Monday 9 August 2010

Vietnamese brides flock to South Korea

The Independent

After 30 minutes of discussion it was settled. Le would become his bride. She and three other young Vietnamese women had been presented to two South Korean men by illegal marriage brokers in Ho Chi Minh City.

The men made their choices and three days later Le, then 25, was married. After completing the paperwork, she left behind her poor life on a farm in southern Vietnam to live in South Korea.

Tens of thousands of other Vietnamese women have made the same journey.

"I left because of my family's economic difficulties," Le said.

Her parents earned less than two million dong (108 dollars) a month, and the husband gave the family five times that ahead of the marriage.
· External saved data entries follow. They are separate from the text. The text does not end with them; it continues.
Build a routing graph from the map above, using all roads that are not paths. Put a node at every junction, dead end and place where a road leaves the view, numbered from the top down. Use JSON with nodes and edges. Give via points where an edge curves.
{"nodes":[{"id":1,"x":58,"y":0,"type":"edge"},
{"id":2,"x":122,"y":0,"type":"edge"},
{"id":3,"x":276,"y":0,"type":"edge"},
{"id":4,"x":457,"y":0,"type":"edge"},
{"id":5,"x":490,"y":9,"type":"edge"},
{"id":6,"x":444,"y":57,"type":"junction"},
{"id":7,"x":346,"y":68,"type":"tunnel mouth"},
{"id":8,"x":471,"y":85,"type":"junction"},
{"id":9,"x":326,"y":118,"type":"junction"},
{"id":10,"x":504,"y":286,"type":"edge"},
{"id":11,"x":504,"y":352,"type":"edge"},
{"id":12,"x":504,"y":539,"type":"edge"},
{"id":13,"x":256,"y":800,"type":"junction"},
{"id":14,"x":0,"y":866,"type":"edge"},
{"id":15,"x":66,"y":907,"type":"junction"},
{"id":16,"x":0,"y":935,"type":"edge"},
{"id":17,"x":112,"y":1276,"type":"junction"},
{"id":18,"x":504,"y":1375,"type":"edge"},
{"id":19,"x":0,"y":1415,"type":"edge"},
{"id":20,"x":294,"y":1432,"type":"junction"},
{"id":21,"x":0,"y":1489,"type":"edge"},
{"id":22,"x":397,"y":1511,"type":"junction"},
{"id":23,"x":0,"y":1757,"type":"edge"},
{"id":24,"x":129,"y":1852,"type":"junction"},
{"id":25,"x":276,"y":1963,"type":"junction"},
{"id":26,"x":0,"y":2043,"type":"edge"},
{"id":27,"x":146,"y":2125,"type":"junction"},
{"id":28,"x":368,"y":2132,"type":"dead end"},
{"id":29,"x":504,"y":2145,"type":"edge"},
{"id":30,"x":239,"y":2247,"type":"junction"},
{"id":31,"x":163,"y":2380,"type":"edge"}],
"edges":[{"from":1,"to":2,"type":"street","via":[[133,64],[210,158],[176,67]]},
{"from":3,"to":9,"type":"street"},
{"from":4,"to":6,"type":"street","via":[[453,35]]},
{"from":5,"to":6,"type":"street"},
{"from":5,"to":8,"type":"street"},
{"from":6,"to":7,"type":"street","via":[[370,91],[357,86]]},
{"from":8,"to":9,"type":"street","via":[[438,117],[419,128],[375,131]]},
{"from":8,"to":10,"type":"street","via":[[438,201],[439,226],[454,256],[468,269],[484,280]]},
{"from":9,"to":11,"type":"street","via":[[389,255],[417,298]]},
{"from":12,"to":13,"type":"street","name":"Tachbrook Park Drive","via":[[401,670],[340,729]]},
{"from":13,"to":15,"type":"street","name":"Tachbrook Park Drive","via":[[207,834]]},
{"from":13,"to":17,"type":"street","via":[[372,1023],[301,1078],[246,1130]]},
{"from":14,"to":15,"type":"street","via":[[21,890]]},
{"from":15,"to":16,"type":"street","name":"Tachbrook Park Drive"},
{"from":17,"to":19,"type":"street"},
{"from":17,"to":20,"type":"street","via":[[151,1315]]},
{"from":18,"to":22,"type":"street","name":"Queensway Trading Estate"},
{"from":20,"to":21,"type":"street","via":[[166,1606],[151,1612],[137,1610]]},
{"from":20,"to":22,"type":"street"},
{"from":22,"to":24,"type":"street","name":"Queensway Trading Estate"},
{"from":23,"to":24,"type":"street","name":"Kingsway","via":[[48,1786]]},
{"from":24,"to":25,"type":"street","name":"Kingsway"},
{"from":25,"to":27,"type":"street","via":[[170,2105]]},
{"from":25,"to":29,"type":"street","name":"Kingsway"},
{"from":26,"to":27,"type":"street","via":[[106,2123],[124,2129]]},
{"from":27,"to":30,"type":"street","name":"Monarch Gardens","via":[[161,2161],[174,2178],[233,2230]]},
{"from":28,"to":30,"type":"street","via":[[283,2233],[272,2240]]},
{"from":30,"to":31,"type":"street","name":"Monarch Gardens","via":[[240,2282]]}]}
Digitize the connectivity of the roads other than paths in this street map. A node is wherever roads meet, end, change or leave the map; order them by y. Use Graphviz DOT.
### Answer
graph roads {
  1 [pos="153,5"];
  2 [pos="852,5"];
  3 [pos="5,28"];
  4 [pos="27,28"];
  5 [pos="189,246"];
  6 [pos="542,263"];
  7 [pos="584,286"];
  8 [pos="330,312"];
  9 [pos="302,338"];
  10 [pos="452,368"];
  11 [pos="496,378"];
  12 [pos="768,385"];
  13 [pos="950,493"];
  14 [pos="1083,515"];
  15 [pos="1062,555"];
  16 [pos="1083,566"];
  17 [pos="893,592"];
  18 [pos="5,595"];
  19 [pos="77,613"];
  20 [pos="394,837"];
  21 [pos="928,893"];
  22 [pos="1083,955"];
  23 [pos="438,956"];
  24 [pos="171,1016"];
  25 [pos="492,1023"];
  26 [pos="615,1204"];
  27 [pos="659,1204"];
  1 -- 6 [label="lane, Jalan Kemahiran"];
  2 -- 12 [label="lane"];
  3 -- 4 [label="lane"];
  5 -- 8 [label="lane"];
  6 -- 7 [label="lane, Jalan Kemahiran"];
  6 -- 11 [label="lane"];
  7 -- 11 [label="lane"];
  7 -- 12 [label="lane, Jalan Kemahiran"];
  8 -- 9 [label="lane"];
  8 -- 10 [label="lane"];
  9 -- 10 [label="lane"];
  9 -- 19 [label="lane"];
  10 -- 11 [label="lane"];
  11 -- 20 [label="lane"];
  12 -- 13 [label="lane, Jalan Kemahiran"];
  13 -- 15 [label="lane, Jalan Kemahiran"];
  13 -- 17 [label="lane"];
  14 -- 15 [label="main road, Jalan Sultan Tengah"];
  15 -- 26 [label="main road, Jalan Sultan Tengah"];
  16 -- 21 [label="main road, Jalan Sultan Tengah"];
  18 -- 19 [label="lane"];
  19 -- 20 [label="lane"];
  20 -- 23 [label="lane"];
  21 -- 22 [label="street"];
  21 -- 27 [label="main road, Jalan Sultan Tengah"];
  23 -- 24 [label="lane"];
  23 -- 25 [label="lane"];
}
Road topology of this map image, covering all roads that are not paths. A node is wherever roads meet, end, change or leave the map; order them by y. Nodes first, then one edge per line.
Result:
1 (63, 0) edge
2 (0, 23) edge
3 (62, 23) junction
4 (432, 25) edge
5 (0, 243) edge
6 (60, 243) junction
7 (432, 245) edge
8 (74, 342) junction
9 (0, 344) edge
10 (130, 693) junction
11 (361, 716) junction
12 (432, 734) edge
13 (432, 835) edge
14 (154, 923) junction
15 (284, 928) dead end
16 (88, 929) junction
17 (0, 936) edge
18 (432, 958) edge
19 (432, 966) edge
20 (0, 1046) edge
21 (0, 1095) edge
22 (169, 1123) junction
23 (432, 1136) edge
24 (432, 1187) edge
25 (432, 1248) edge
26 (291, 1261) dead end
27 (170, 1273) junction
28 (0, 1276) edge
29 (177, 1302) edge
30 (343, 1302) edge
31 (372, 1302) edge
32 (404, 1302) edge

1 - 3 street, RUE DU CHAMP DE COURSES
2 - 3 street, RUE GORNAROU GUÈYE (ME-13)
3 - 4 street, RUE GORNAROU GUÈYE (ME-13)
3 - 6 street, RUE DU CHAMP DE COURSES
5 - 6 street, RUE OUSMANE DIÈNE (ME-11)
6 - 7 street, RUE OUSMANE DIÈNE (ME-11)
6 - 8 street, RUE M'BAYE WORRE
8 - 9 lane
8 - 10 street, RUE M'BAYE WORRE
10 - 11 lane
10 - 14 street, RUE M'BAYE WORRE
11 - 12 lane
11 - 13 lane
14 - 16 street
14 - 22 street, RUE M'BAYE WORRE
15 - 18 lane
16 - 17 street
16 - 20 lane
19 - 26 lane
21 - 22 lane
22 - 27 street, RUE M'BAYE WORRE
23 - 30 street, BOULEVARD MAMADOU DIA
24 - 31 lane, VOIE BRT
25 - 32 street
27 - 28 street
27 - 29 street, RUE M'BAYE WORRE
Then the money stopped, because Le's South Korean dream was cut short.

"I wasn't beaten but I was locked up all day long," said Le, who only gave her first name.

She spoke at an official Women's Union centre which counsels prospective brides of foreigners and helps those who return after encountering difficulty.

Le said her husband "was shouting all the time." She fled, was arrested, and sent back to Vietnam where she returned to her home in the Mekong Delta province of Vinh Long.

Le was one of about 40,000 Vietnamese women who married South Koreans between 2004 and 2009, according to researchers.

Increasing numbers of Southeast Asian men, particularly in Japan, South Korea and Taiwan, are marrying foreigners because fewer women in their homelands are willing to wed and take on a traditional role, a study by Daniele Belanger, of Canada's University of Western Ontario, said in late July.

Official figures in South Korea show there were 7,249 marriages between South Koreans and Vietnamese women last year.

South Korean television shows are popular in Vietnam, exposing the would-be brides to Korean culture - and dreams of a better life.

Many of them are impoverished and poorly-educated residents of the rural Mekong Delta, where they are sought by illegal marriage brokers based in nearby Ho Chi Minh City, the former Saigon.

Tran Giang Linh, a Vietnamese researcher, studied families in the Delta province of Can Tho and found some brides were able to send home more than 3,000 dollars in one year - roughly three times Vietnam's per capita income.

But activists say some foreign brides, coaxed by false promises or deceptive advertising, end up living with spouses who have few assets, are ill, alcoholic or just difficult.

Seoul said it would set up a task force to reform the international matchmaking business following the death in July of Vietnamese bride Thach Thi Hoang Ngoc, 20. She was allegedly beaten and stabbed to death by her 47-year-old husband eight days after she arrived in the southern port city of Busan.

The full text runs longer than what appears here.